Elle recommande d'effectuer "des enquêtes sur le terrain et des évaluations en laboratoire pour mieux comprendre si Omicron présente des caractéristiques de transmission ou de maladie différentes, ou a un impact sur l'efficacité des vaccins, des traitements, des diagnostics ou des mesures de santé publique et sociales".

Dans ce document, les pays sont priés de continuer à "mettre en œuvre des mesures de santé publique efficaces pour réduire la circulation globale du Covid-19, en utilisant une analyse des risques et une approche scientifique".

"Ils devraient augmenter certaines capacités de santé publique et médicales pour gérer une augmentation des cas.
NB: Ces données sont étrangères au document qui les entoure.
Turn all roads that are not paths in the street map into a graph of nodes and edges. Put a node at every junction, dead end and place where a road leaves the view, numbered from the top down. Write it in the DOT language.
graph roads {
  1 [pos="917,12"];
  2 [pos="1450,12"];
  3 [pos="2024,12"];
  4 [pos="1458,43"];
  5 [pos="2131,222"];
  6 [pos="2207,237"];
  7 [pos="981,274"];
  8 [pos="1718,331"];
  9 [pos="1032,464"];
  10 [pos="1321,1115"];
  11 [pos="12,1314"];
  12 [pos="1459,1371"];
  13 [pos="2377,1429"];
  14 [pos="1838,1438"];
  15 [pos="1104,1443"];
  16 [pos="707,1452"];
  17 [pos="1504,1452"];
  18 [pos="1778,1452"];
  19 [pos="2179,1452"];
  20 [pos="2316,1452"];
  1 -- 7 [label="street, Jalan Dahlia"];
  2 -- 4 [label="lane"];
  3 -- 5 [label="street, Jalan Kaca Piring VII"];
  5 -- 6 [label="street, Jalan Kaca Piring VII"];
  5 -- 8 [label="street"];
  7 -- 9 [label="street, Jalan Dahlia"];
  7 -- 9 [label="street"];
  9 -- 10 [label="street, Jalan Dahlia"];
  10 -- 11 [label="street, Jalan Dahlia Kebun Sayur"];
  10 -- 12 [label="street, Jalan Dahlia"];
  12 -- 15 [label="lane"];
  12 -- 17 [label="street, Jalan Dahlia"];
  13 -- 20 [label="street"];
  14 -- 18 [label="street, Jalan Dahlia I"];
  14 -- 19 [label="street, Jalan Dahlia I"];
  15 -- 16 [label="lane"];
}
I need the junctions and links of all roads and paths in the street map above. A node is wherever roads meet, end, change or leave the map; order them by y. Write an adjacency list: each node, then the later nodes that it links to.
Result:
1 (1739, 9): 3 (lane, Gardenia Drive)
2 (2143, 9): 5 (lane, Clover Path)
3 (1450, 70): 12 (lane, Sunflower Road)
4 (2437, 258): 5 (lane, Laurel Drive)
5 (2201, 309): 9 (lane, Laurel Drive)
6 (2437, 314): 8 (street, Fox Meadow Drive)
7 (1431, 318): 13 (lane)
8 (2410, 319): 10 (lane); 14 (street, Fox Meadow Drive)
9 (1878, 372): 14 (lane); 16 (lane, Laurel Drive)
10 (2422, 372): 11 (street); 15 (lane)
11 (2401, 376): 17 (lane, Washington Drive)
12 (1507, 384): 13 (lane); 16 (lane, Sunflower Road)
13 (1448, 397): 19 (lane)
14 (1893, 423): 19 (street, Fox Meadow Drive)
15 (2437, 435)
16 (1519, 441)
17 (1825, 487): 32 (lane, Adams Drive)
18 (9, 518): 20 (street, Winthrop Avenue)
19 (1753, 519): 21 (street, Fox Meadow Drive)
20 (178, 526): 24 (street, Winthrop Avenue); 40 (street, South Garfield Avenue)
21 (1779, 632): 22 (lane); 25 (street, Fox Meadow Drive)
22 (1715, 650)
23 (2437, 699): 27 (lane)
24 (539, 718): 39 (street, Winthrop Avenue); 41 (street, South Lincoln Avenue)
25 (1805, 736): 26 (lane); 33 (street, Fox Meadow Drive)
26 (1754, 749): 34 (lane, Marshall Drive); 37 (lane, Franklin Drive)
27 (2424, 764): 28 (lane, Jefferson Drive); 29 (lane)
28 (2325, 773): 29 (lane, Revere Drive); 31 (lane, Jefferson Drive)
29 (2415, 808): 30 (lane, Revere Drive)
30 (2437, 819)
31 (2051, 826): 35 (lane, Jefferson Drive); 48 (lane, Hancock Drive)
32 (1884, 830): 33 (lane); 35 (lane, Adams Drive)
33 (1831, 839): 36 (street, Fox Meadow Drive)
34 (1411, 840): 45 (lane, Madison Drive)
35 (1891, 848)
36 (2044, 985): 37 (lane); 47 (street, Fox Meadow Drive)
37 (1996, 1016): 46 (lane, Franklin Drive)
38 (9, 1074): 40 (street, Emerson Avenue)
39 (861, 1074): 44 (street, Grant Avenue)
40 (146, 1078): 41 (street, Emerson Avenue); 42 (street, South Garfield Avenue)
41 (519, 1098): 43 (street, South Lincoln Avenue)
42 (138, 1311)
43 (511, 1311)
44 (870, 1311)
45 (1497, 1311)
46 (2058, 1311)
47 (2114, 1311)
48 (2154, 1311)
L'OMS fournit aux pays un soutien et des conseils pour la préparation et la riposte", assure la même source.

L'OMS estime qu'il est, en outre, "d'une importance vitale que les inégalités d'accès aux vaccins Covid-19 soient traitées de toute urgence pour garantir que les groupes vulnérables partout, y compris les agents de santé et les personnes âgées, reçoivent leurs première et deuxième doses, ainsi qu'un accès équitable au traitement et aux diagnostics"

L'agence onusienne assure qu'elle "se coordonne avec un grand nombre de chercheurs du monde entier pour mieux comprendre Omicron".

Dans son document, elle souligne que "les études actuellement en cours comprennent des évaluations de la transmissibilité, de la gravité de l'infection (y compris les symptômes), de la performance des vaccins et des tests de diagnostic et de l'efficacité des traitements".

L'OMS encourage les pays à "contribuer à la collecte et au partage de données sur les patients hospitalisés (... ) afin de décrire rapidement les caractéristiques cliniques et les résultats des patients".

Elle rappelle que "les mesures les plus efficaces que les individus peuvent prendre pour réduire la propagation du virus Covid-19 sont de garder une distance physique d'au moins un mètre avec les autres".

Il faut également "porter un masque bien ajusté ; ouvrir les fenêtres pour améliorer la ventilation, éviter les espaces mal aérés ou surpeuplés ; garder les mains propres, tousser ou éternuer dans un coude ou un mouchoir plié, et se faire vacciner".